(Beginning of The data)

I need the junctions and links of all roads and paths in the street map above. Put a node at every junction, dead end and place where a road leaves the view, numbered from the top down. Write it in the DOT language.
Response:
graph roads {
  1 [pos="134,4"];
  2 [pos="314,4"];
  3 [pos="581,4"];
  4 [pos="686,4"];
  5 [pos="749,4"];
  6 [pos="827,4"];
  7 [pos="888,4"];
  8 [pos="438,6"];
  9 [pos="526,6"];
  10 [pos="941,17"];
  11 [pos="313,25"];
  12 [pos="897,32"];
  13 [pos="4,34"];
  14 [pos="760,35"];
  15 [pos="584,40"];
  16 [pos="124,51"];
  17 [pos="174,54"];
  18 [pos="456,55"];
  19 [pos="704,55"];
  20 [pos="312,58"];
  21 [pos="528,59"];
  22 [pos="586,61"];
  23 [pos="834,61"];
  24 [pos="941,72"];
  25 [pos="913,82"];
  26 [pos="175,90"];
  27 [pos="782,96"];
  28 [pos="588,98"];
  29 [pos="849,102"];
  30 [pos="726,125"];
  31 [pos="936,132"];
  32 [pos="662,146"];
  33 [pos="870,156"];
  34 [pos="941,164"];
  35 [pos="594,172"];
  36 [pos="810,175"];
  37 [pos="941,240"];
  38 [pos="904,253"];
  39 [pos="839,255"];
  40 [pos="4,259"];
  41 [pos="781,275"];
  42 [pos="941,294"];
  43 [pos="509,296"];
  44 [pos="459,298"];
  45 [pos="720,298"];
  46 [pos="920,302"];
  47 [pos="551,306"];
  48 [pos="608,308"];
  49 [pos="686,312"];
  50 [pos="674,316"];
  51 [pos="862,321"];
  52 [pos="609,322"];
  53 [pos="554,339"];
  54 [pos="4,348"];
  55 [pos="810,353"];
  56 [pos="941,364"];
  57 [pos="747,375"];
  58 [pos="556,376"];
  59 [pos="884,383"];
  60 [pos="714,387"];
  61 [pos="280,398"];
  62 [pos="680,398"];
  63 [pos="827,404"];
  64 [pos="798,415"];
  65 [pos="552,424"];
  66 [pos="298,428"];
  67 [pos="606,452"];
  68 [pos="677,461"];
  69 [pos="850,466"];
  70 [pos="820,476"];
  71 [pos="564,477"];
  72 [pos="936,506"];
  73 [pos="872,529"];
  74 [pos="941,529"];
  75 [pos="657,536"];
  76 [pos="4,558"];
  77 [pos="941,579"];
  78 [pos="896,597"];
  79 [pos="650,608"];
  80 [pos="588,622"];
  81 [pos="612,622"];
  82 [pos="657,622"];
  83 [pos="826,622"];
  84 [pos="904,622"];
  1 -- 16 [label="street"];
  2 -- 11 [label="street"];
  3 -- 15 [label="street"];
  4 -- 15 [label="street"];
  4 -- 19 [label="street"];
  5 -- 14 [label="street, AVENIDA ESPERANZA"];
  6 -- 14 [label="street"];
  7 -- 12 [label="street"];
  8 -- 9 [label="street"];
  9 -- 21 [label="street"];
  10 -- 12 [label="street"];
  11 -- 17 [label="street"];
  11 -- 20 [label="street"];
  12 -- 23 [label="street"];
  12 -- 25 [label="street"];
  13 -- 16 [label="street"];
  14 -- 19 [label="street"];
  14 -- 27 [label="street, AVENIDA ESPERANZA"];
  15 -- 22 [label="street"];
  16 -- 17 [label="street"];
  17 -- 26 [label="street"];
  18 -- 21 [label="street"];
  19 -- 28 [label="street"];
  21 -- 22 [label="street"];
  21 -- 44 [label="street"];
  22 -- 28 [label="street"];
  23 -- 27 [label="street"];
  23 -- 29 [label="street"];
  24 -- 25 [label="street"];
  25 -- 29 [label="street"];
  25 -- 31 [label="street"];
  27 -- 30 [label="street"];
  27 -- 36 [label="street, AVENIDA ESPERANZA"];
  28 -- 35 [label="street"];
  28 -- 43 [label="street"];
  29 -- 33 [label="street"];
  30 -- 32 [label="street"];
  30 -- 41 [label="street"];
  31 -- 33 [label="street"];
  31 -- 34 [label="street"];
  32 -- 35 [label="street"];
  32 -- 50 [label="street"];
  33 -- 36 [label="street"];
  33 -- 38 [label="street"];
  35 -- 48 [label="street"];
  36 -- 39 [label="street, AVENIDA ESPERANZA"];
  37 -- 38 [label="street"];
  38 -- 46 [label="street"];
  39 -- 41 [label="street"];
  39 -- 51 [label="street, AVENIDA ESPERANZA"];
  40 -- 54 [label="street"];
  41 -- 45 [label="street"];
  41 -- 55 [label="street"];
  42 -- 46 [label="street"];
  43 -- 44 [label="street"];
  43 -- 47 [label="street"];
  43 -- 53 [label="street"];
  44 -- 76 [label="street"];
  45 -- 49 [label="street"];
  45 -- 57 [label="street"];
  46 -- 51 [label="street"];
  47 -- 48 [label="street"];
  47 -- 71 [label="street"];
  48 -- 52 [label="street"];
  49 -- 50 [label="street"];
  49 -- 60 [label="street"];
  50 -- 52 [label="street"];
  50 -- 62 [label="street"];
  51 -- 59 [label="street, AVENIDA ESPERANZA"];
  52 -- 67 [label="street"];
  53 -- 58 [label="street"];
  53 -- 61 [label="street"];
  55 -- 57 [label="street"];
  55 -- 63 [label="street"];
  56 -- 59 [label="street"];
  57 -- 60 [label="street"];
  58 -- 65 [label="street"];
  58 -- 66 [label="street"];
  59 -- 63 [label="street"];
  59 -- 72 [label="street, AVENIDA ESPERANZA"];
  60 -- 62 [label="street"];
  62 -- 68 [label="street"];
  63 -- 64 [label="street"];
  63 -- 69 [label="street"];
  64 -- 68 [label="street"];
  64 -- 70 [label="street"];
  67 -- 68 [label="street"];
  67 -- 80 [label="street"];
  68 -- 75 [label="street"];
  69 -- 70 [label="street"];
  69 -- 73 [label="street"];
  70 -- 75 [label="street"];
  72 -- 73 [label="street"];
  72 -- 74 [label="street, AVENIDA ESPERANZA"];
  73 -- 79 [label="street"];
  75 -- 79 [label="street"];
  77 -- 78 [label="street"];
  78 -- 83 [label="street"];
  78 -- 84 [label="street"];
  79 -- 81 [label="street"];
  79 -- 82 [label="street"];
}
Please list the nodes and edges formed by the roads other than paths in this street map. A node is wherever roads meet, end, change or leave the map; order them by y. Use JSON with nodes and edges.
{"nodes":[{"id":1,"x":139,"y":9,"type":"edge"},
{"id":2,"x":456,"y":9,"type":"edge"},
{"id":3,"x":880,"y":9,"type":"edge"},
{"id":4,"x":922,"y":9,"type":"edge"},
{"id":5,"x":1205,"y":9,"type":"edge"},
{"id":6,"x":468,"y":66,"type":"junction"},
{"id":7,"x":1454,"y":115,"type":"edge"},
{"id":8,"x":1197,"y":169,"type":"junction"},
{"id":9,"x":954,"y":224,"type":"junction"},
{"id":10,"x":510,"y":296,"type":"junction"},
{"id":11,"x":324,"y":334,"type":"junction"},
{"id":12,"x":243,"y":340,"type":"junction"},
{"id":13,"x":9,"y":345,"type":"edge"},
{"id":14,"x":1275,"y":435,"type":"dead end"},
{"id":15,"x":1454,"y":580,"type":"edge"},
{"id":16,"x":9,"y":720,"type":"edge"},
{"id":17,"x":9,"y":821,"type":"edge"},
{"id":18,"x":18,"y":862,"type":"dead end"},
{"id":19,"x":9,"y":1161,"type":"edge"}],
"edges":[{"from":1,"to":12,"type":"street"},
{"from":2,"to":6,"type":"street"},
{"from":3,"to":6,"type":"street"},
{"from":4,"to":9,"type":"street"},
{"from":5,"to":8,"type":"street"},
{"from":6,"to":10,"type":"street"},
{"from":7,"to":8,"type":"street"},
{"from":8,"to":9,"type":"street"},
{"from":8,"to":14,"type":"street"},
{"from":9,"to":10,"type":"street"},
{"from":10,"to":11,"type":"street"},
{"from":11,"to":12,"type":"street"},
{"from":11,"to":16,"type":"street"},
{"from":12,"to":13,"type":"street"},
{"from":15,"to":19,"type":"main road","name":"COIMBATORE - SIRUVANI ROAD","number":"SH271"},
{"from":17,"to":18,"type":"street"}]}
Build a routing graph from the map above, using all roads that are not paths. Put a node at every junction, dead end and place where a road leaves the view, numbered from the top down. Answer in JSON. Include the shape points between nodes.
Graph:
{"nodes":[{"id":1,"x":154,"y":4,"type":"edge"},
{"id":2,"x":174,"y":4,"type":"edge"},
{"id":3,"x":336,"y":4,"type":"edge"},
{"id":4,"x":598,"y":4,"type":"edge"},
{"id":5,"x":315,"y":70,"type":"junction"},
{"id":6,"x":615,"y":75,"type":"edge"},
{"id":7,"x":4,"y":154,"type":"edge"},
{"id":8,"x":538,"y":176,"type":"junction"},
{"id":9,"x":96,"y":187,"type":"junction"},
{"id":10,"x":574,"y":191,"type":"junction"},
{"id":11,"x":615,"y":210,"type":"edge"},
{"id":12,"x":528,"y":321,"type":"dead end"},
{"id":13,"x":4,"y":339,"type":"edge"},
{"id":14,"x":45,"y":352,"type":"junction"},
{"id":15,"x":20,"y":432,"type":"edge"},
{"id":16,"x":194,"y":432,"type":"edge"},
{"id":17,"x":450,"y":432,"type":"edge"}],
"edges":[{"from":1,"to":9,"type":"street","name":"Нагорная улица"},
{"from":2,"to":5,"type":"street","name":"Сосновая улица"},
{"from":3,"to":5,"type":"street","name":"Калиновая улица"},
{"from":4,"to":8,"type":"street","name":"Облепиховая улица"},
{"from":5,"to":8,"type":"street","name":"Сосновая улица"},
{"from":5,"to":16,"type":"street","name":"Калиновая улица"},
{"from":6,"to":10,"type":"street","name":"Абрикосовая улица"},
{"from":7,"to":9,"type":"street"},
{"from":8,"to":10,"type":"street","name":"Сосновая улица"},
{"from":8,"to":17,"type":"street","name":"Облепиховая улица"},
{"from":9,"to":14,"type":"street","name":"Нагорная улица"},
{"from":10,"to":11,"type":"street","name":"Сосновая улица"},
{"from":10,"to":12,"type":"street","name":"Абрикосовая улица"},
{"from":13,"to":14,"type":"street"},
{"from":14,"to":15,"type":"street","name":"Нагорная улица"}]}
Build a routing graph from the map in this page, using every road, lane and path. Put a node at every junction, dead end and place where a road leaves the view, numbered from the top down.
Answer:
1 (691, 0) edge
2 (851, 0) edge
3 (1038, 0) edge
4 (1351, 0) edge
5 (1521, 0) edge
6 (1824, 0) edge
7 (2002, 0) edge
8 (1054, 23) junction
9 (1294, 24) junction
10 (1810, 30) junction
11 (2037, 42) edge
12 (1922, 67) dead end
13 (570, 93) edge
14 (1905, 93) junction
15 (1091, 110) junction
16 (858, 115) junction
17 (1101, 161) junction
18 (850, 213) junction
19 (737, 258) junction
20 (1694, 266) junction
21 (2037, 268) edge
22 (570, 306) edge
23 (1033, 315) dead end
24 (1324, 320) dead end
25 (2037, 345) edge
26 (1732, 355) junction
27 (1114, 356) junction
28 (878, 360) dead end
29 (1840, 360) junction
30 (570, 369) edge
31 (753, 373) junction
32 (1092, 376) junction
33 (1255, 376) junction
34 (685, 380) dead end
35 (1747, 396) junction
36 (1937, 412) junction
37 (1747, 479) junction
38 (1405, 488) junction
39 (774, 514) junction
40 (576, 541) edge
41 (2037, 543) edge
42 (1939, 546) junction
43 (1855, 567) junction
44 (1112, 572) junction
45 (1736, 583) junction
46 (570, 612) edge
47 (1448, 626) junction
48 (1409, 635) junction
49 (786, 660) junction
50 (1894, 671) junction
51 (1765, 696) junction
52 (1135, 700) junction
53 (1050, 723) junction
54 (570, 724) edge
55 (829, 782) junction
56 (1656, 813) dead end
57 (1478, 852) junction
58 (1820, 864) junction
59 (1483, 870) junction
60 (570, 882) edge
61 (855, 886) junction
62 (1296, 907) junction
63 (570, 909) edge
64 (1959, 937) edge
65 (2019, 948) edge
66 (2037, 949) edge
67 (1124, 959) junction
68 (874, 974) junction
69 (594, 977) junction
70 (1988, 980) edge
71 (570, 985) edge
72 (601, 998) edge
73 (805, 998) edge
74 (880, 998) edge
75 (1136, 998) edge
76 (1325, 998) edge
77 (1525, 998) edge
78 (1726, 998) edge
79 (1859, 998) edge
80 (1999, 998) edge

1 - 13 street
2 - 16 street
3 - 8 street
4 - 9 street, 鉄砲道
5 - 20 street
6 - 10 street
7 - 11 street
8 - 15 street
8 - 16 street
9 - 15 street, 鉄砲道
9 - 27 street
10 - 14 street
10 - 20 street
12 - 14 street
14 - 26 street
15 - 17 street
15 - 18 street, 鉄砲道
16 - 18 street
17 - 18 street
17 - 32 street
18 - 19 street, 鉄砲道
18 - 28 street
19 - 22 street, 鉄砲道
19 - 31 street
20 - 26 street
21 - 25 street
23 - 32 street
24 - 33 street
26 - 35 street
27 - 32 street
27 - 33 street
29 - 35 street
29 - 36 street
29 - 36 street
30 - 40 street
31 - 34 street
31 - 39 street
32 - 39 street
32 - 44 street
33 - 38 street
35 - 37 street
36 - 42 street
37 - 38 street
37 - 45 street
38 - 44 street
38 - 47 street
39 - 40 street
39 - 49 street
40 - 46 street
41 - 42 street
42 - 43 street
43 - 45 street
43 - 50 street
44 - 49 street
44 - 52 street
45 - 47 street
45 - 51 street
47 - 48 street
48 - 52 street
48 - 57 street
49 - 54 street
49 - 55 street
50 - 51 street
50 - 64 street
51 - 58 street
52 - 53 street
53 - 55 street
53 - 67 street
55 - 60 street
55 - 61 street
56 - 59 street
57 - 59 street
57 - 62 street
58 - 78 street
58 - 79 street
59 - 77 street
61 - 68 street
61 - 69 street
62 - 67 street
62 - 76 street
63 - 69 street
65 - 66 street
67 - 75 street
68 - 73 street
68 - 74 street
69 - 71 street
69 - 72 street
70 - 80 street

(End of The data)

Exercise brief
When a line of the data holds the string "Build", pick it out and copy it.

Solved problem
Build a routing graph from the map above, using all roads that are not paths. Put a node at every junction, dead end and place where a road leaves the view, numbered from the top down. Answer in JSON. Include the shape points between nodes.
Build a routing graph from the map in this page, using every road, lane and path. Put a node at every junction, dead end and place where a road leaves the view, numbered from the top down.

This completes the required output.